- _Exercise_
Return all lines below containing the word "cairo".

- _Information supplied_
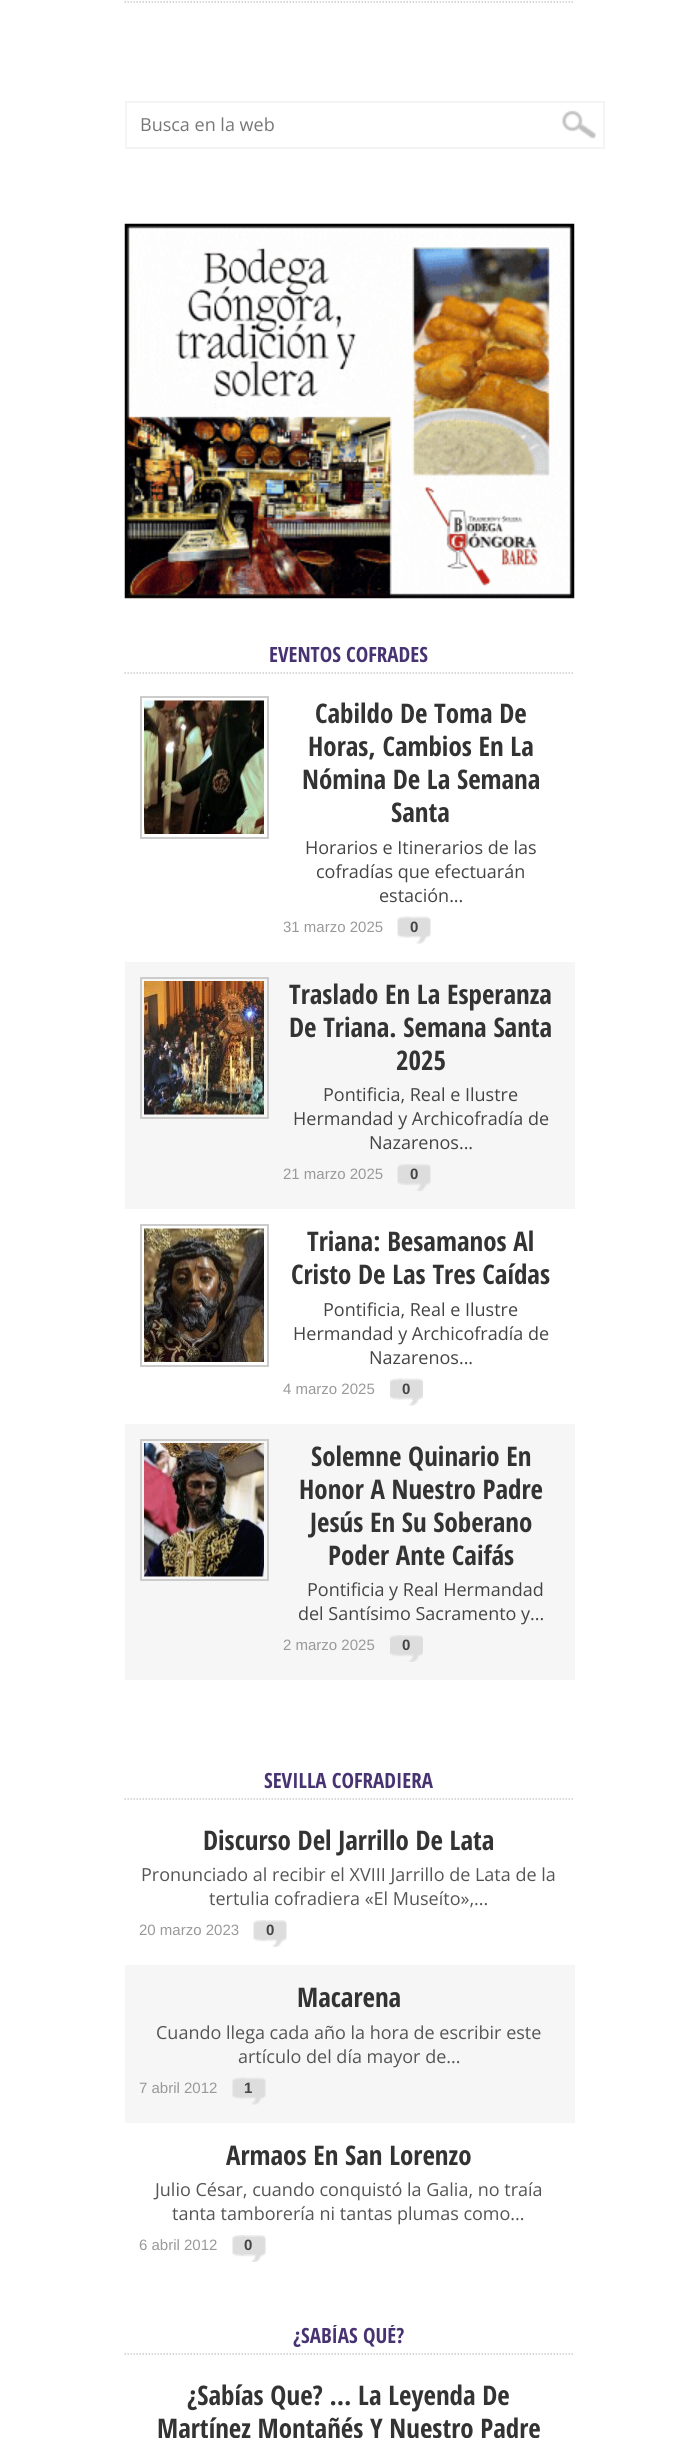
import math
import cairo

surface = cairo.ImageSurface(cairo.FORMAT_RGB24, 697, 2438)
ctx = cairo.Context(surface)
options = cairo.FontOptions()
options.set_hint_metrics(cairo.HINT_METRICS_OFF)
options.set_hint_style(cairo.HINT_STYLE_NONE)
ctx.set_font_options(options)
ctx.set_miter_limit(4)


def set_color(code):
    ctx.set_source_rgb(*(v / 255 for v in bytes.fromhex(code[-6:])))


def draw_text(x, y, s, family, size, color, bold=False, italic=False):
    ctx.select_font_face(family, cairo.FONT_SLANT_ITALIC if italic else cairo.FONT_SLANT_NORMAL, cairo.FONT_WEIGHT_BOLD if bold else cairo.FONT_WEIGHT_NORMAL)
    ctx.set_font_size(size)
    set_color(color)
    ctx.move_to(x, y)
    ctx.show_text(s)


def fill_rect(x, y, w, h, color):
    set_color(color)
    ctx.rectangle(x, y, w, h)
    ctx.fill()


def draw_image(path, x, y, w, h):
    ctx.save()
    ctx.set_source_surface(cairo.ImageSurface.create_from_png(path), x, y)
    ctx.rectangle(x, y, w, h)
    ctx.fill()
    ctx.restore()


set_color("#ffffff")
ctx.paint()
ctx.new_path()
ctx.move_to(124.5, 2)
ctx.line_to(574.5, 2)
set_color("#cccccc")
ctx.set_line_width(1.5)
ctx.set_dash([1.5, 1.5])
ctx.stroke()
draw_image("assets/img1.png", 562, 110, 34, 29)
ctx.rectangle(126, 102, 478, 46)
set_color("#f4f4f4")
ctx.set_line_width(2)
ctx.set_dash([])
ctx.stroke()
draw_text(140, 131, "Busca en la web", "Open Sans", 18, "#777777")
draw_image("assets/img2.png", 124, 223, 451, 376)
ctx.new_path()
ctx.move_to(124.5, 673)
ctx.line_to(574.5, 673)
set_color("#cccccc")
ctx.set_line_width(1.5)
ctx.set_dash([1.5, 1.5])
ctx.stroke()
draw_text(269, 662, "EVENTOS COFRADES", "Open Sans Condensed", 21, "#473371", bold=True)
ctx.rectangle(141, 697, 127, 141)
set_color("#cccccc")
ctx.set_line_width(2)
ctx.set_dash([])
ctx.stroke()
draw_image("assets/img3.png", 144, 700, 120, 134)
draw_text(315, 723, "Cabildo De Toma De", "Open Sans Condensed", 27, "#333333", bold=True)
draw_text(308, 756, "Horas, Cambios En La", "Open Sans Condensed", 27, "#333333", bold=True)
draw_text(302, 789, "Nómina De La Semana", "Open Sans Condensed", 27, "#333333", bold=True)
draw_text(391, 822, "Santa", "Open Sans Condensed", 27, "#333333", bold=True)
draw_text(305, 854, "Horarios e Itinerarios de las", "Open Sans", 18, "#444444")
draw_text(316, 878, "cofradías que efectuarán", "Open Sans", 18, "#444444")
draw_text(379, 902, "estación...", "Open Sans", 18, "#444444")
draw_text(283, 932, "31 marzo 2025", "Liberation Sans", 15, "#999999")
draw_image("assets/img4.png", 397, 916, 34, 28)
draw_text(410, 932, "0", "Liberation Sans", 15, "#444444", bold=True)
fill_rect(125, 962, 450, 247, "#f6f6f6")
ctx.rectangle(141, 978, 127, 140)
set_color("#cccccc")
ctx.stroke()
draw_image("assets/img5.png", 144, 981, 120, 134)
draw_text(289, 1004, "Traslado En La Esperanza", "Open Sans Condensed", 27, "#333333", bold=True)
draw_text(289, 1037, "De Triana. Semana Santa", "Open Sans Condensed", 27, "#333333", bold=True)
draw_text(396, 1070, "2025", "Open Sans Condensed", 27, "#333333", bold=True)
draw_text(323, 1101, "Pontificia, Real e Ilustre", "Open Sans", 18, "#444444")
draw_text(293, 1125, "Hermandad y Archicofradía de", "Open Sans", 18, "#444444")
draw_text(369, 1149, "Nazarenos...", "Open Sans", 18, "#444444")
draw_text(283, 1179, "21 marzo 2025", "Liberation Sans", 15, "#999999")
draw_image("assets/img6.png", 397, 1164, 34, 27)
draw_text(410, 1179, "0", "Liberation Sans", 15, "#444444", bold=True)
ctx.rectangle(141, 1225, 127, 141)
set_color("#cccccc")
ctx.stroke()
draw_image("assets/img7.png", 144, 1228, 120, 134)
draw_text(307, 1251, "Triana: Besamanos Al", "Open Sans Condensed", 27, "#333333", bold=True)
draw_text(291, 1284, "Cristo De Las Tres Caídas", "Open Sans Condensed", 27, "#333333", bold=True)
draw_text(323, 1316, "Pontificia, Real e Ilustre", "Open Sans", 18, "#444444")
draw_text(293, 1340, "Hermandad y Archicofradía de", "Open Sans", 18, "#444444")
draw_text(369, 1364, "Nazarenos...", "Open Sans", 18, "#444444")
draw_text(283, 1394, "4 marzo 2025", "Liberation Sans", 15, "#999999")
draw_image("assets/img8.png", 390, 1378, 33, 28)
draw_text(402, 1394, "0", "Liberation Sans", 15, "#444444", bold=True)
fill_rect(125, 1424, 450, 256, "#f6f6f6")
ctx.rectangle(141, 1440, 127, 140)
set_color("#cccccc")
ctx.stroke()
draw_image("assets/img9.png", 144, 1443, 120, 134)
draw_text(311, 1466, "Solemne Quinario En", "Open Sans Condensed", 27, "#333333", bold=True)
draw_text(299, 1499, "Honor A Nuestro Padre", "Open Sans Condensed", 27, "#333333", bold=True)
draw_text(310, 1532, "Jesús En Su Soberano", "Open Sans Condensed", 27, "#333333", bold=True)
draw_text(328, 1565, "Poder Ante Caifás", "Open Sans Condensed", 27, "#333333", bold=True)
draw_text(307, 1596, "Pontificia y Real Hermandad", "Open Sans", 18, "#444444")
draw_text(298, 1620, "del Santísimo Sacramento y...", "Open Sans", 18, "#444444")
draw_text(283, 1650, "2 marzo 2025", "Liberation Sans", 15, "#999999")
draw_image("assets/img10.png", 390, 1635, 33, 27)
draw_text(402, 1650, "0", "Liberation Sans", 15, "#444444", bold=True)
ctx.new_path()
ctx.move_to(124.5, 1799)
ctx.line_to(574.5, 1799)
set_color("#cccccc")
ctx.set_line_width(1.5)
ctx.set_dash([1.5, 1.5])
ctx.stroke()
draw_text(264, 1788, "SEVILLA COFRADIERA", "Open Sans Condensed", 21, "#473371", bold=True)
draw_text(203, 1850, "Discurso Del Jarrillo De Lata", "Open Sans Condensed", 27, "#333333", bold=True)
draw_text(141, 1881, "Pronunciado al recibir el XVIII Jarrillo de Lata de la", "Open Sans", 18, "#555555")
draw_text(209, 1905, "tertulia cofradiera «El Museíto»,...", "Open Sans", 18, "#555555")
draw_text(139, 1935, "20 marzo 2023", "Liberation Sans", 15, "#999999")
draw_image("assets/img11.png", 253, 1920, 34, 27)
draw_text(266, 1935, "0", "Liberation Sans", 15, "#444444", bold=True)
fill_rect(125, 1965, 450, 158, "#f6f6f6")
draw_text(297, 2007, "Macarena", "Open Sans Condensed", 27, "#333333", bold=True)
draw_text(156, 2039, "Cuando llega cada año la hora de escribir este", "Open Sans", 18, "#555555")
draw_text(238, 2063, "artículo del día mayor de...", "Open Sans", 18, "#555555")
draw_text(139, 2093, "7 abril 2012", "Liberation Sans", 15, "#999999")
draw_image("assets/img12.png", 232, 2077, 34, 28)
draw_text(244, 2093, "1", "Liberation Sans", 15, "#444444", bold=True)
draw_text(226, 2165, "Armaos En San Lorenzo", "Open Sans Condensed", 27, "#333333", bold=True)
draw_text(155, 2196, "Julio César, cuando conquistó la Galia, no traía", "Open Sans", 18, "#555555")
draw_text(172, 2220, "tanta tamborería ni tantas plumas como...", "Open Sans", 18, "#555555")
draw_text(139, 2250, "6 abril 2012", "Liberation Sans", 15, "#999999")
draw_image("assets/img11.png", 232, 2235, 34, 27)
draw_text(244, 2250, "0", "Liberation Sans", 15, "#444444", bold=True)
ctx.new_path()
ctx.move_to(124.5, 2354)
ctx.line_to(574.5, 2354)
set_color("#cccccc")
ctx.stroke()
ctx.save()
ctx.rectangle(125, 2325, 450, 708)
ctx.clip()
draw_text(293, 2343, "¿SABÍAS QUÉ?", "Open Sans Condensed", 21, "#473371", bold=True)
ctx.restore()
draw_text(187, 2405, "¿Sabías Que? … La Leyenda De", "Open Sans Condensed", 27, "#333333", bold=True)
draw_text(157, 2438, "Martínez Montañés Y Nuestro Padre", "Open Sans Condensed", 27, "#333333", bold=True)
surface.write_to_png("output.png")
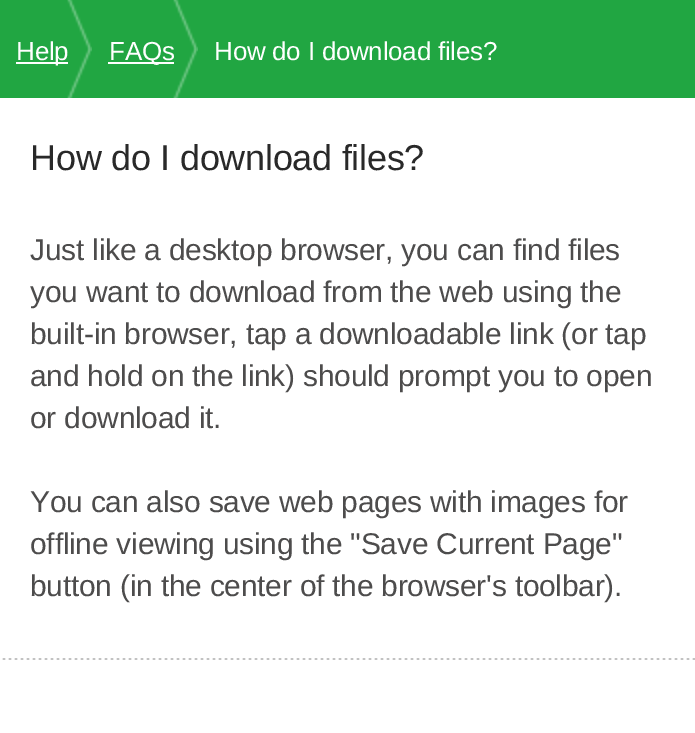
%!PS-Adobe-3.0
%%BoundingBox: 0 0 695 733
%%LanguageLevel: 3
%%Pages: 1
%%EndComments
%%BeginProlog
/m { moveto } bind def
/fn { [ exch dup neg 0 0 3 -1 roll 0 0 ] selectfont } def
/bx { rectfill } def
/im { 5 dict begin { /h /w /y /x /name } { exch def } forall
  gsave x y translate w h scale
  w h 8 [w 0 0 h 0 0] name (r) file false 3 colorimage grestore end } def
%%EndProlog
%%BeginSetup
<< /PageSize [695 733] >> setpagedevice
%%EndSetup
%%Page: 1 1
0 733 translate 1 -1 scale
4 setmiterlimit
1 setgray
0 0 695 733 bx
0.129 0.651 0.259 setrgbcolor
0 0 695 98 bx
(image0.raw) 67 0 25 98 im
1 setgray
16 62 52 2 bx
/LiberationSans-Regular 26 fn
16 60 m -0.25 0 (Help) ashow
(image0.raw) 173 0 25 98 im
108 62 66 2 bx
109 60 m -0.25 0 (FAQs) ashow
214 60 m -0.25 0 (How do I download files?) ashow
/LiberationSans-Regular 36 fn
0.161 setgray
30 170 m -0.25 0 (How do I download files?) ashow
(image1.raw) 2 658 693 2 im
/LiberationSans-Regular 30 fn
0.302 0.298 0.298 setrgbcolor
30 260 m -0.25 0 (Just like a desktop browser, you can find files) ashow
30 302 m -0.25 0 (you want to download from the web using the) ashow
30 344 m -0.25 0 (built-in browser, tap a downloadable link \(or tap) ashow
30 386 m -0.25 0 (and hold on the link\) should prompt you to open) ashow
30 428 m -0.25 0 (or download it.) ashow
30 512 m -0.25 0 (You can also save web pages with images for) ashow
30 554 m -0.25 0 (offline viewing using the "Save Current Page") ashow
30 596 m -0.25 0 (button \(in the center of the browser's toolbar\).) ashow
showpage
%%EOF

- _Solved problem_
import cairo
surface = cairo.ImageSurface(cairo.FORMAT_RGB24, 697, 2438)
ctx = cairo.Context(surface)
options = cairo.FontOptions()
options.set_hint_metrics(cairo.HINT_METRICS_OFF)
options.set_hint_style(cairo.HINT_STYLE_NONE)
    ctx.select_font_face(family, cairo.FONT_SLANT_ITALIC if italic else cairo.FONT_SLANT_NORMAL, cairo.FONT_WEIGHT_BOLD if bold else cairo.FONT_WEIGHT_NORMAL)
    ctx.set_source_surface(cairo.ImageSurface.create_from_png(path), x, y)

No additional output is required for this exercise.